第33話:システム監査(強制捜査) ~プリンス、情け無用のデリート命令~
「不比等、海斗。よくぞ持ち帰った。これが地方の『バグ』の証拠か」
飛鳥の政庁。中大兄プリンスは、俺たちが古墳から命懸けでパクって……いや、回収してきた木簡を眺め、冷徹な笑みを浮かべた。
横に立つ鎌足さんも、いつになく目が笑っていない。
「……ええ。隠し田の総数、逃れられた租の量、すべて記録されています。これ、このまま公表しちゃっていいんすか?」
「当然だ。海斗、貴様が教えた『カケザン』で算出した被害総額も添えてな。……鎌足、例の豪族を呼び出せ。今ここで『アカウント停止(官位剥奪)』を言い渡す」
間もなく、縄を解かれたものの、顔面蒼白の巨根の翁たちが引き立てられてきた。
「皇子! あの古墳は神聖なる場所! そこで見つかったものなど、妖術師・海斗の捏造に決まっております!」
翁が必死に叫ぶ。だが、不比等がその前に一歩踏み出し、冷たく木簡を突きつけた。
「捏造、ですか。では、この木簡の裏に記された貴方の『署名(印)』も偽物だと? ……残念ですが、筆跡は嘘をつきません。貴方は民から奪った富を、国のサーバー(国庫)に返さず、私物化していた。これは明白な『反逆』です」
不比等のロジカルな追い込みに、翁は言葉を失った。
「翁よ。貴様ら旧勢力が、どれだけ古き慣習を叫ぼうと、新時代のOS(律令制)は止まらぬ。……これより、貴様の一族の土地はすべて没収し、直轄地とする。これに異を唱える者は、逆賊として処理せよ」
プリンスの宣告に、部屋の空気が凍りついた。
俺は横で見ていて、背筋が寒くなった。これが「改新」のリアル。なんとかなるっしょ、で済まないガチの権力闘争。俺たちが古墳で遊んでた(?)裏では、こんなに重たい「決断」が動いてたんだ。

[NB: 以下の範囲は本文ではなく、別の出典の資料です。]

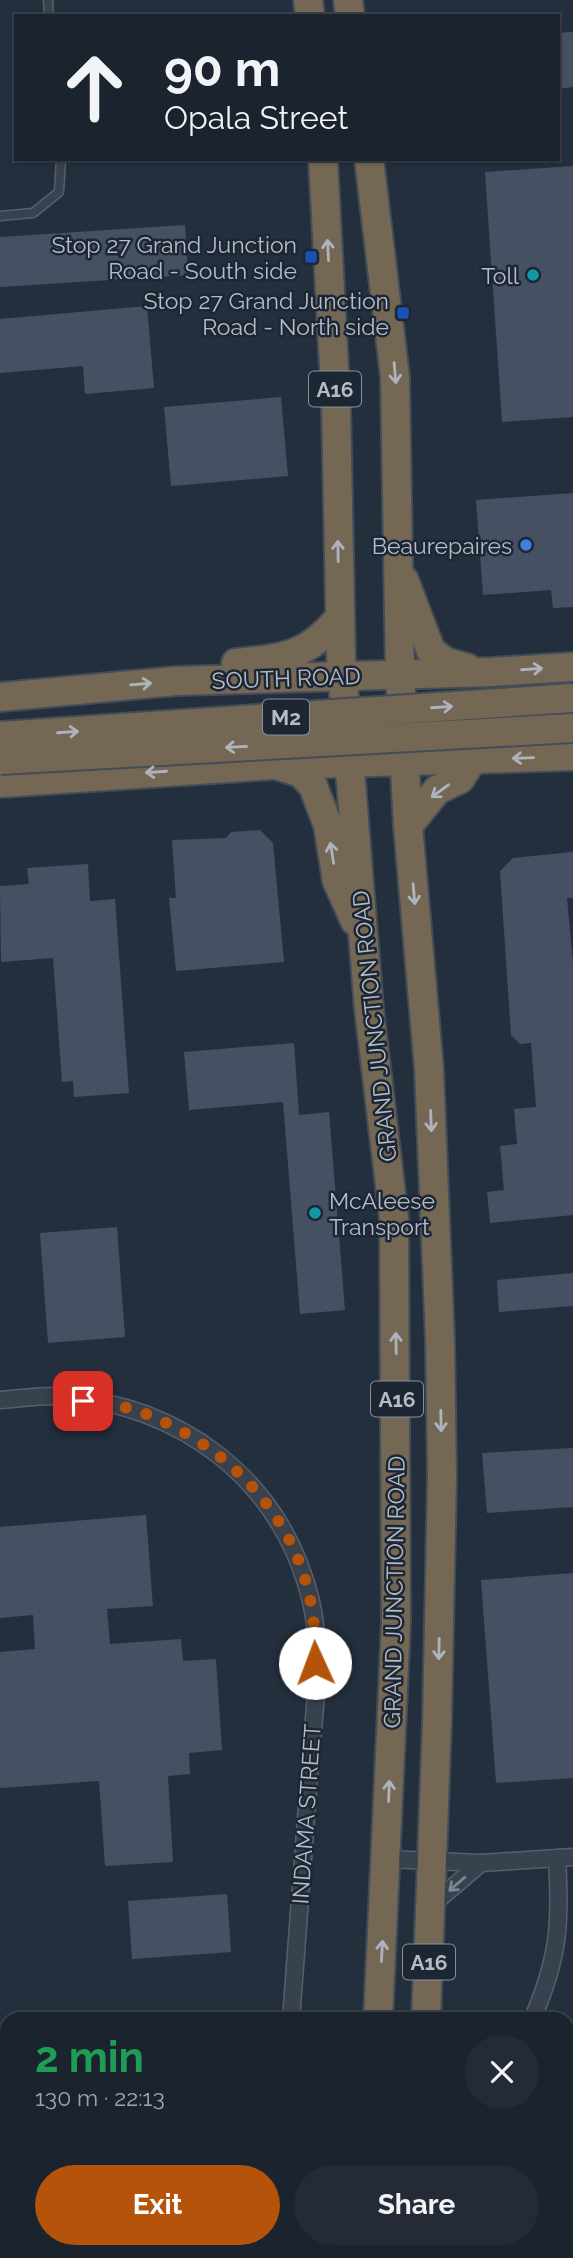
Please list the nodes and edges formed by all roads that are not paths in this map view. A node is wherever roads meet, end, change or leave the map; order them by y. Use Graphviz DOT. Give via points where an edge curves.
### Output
graph roads {
  1 [pos="61,161"];
  2 [pos="323,161"];
  3 [pos="369,161"];
  4 [pos="0,216"];
  5 [pos="398,568"];
  6 [pos="338,619"];
  7 [pos="573,667"];
  8 [pos="491,672"];
  9 [pos="400,674"];
  10 [pos="342,676"];
  11 [pos="258,679"];
  12 [pos="176,681"];
  13 [pos="0,697"];
  14 [pos="573,698"];
  15 [pos="573,728"];
  16 [pos="0,736"];
  17 [pos="573,756"];
  18 [pos="473,759"];
  19 [pos="0,760"];
  20 [pos="404,760"];
  21 [pos="273,765"];
  22 [pos="349,765"];
  23 [pos="0,783"];
  24 [pos="408,826"];
  25 [pos="363,940"];
  26 [pos="0,1400"];
  27 [pos="565,1858"];
  28 [pos="386,1859"];
  29 [pos="433,1860"];
  30 [pos="481,1863"];
  31 [pos="432,1905"];
  32 [pos="292,2012"];
  33 [pos="378,2012"];
  34 [pos="426,2012"];
  35 [pos="535,2012"];
  1 -- 4 [label="lane" via="59,192 33,213"];
  6 -- 2 [label="highway, GRAND JUNCTION ROAD / A16, one-way" via="336,405"];
  3 -- 5 [label="highway, GRAND JUNCTION ROAD / A16, one-way" via="395,377"];
  5 -- 8 [label="highway" via="431,651 446,662"];
  5 -- 9 [label="highway, GRAND JUNCTION ROAD / A16"];
  6 -- 10 [label="highway, GRAND JUNCTION ROAD / A16"];
  6 -- 12 [label="highway" via="320,642 293,653 219,665"];
  8 -- 7 [label="highway, SOUTH ROAD, one-way"];
  8 -- 9 [label="highway, SOUTH ROAD"];
  9 -- 10 [label="highway, SOUTH ROAD"];
  9 -- 20 [label="highway, GRAND JUNCTION ROAD / A16"];
  10 -- 11 [label="highway, SOUTH ROAD"];
  10 -- 22 [label="highway, GRAND JUNCTION ROAD / A16"];
  11 -- 12 [label="highway, SOUTH ROAD"];
  11 -- 21 [label="highway" via="292,709 295,733"];
  13 -- 12 [label="highway, SOUTH ROAD, one-way"];
  16 -- 14 [label="highway, M2, one-way, bridge"];
  15 -- 19 [label="highway, M2, one-way, bridge"];
  17 -- 18 [label="highway, one-way"];
  18 -- 20 [label="highway"];
  18 -- 24 [label="highway, one-way" via="460,779 438,790"];
  20 -- 22 [label="highway"];
  20 -- 24 [label="highway, GRAND JUNCTION ROAD / A16"];
  21 -- 22 [label="highway"];
  21 -- 23 [label="highway, one-way"];
  25 -- 21 [label="highway, one-way" via="337,881 328,825 313,786 302,774"];
  22 -- 25 [label="highway, GRAND JUNCTION ROAD / A16"];
  24 -- 29 [label="highway, GRAND JUNCTION ROAD / A16, one-way" via="429,1069 440,1340 442,1477"];
  28 -- 25 [label="highway, GRAND JUNCTION ROAD / A16, one-way" via="396,1622 394,1219"];
  26 -- 32 [label="street, INDAMA STREET" via="57,1396 134,1410 199,1439 264,1497 295,1549 311,1603 316,1682"];
  27 -- 30 [label="street"];
  27 -- 35 [label="street" via="557,1948"];
  28 -- 29 [label="street"];
  33 -- 28 [label="highway, GRAND JUNCTION ROAD / A16, one-way"];
  29 -- 30 [label="street"];
  29 -- 31 [label="highway, GRAND JUNCTION ROAD / A16"];
  30 -- 31 [label="street, one-way"];
  31 -- 34 [label="highway, GRAND JUNCTION ROAD / A16"];
}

「(……歴史の教科書だと一行だけど、実際はこうやって誰かの特権をぶっ潰して進んでいくんだな……)」
俺は少しだけ、不比等の握りしめた拳が震えているのを見た気がした。
【今回の学習ポイント:改新の政治闘争】
・官位の剥奪と再編:当時は「氏」という血筋だけで政治をしていたけど、大化の改新では「仕事ができるかどうか」の能力ベースに移行しようとした。今回のように不正をした豪族をクビ(官位剥奪)にし、空いたポストに実務能力のある人間を置くことで、中央集権化(トップダウン体制)を強めたんだ。
・公地公民の強制執行:「土地はすべて天皇のもの」という理想を、言葉だけでなく今回のような「強制捜査」と「没収」という実力行使で裏付けたのが、この時期の特徴。これによって、豪族たちが勝手に持っていた「軍事力」や「経済力」の根源を断ち切ったんだぞ。
・文書行政の確立:それまでの口約束や慣習ではなく、木簡(証拠書類)に基づいて罪を裁くスタイルが定着し始めた。不比等がやったように、「書類の矛盾を突いて相手を黙らせる」という現代的な事務処理能力が、武力以上に強力な政治的武器になった歴史的転換点なんだね。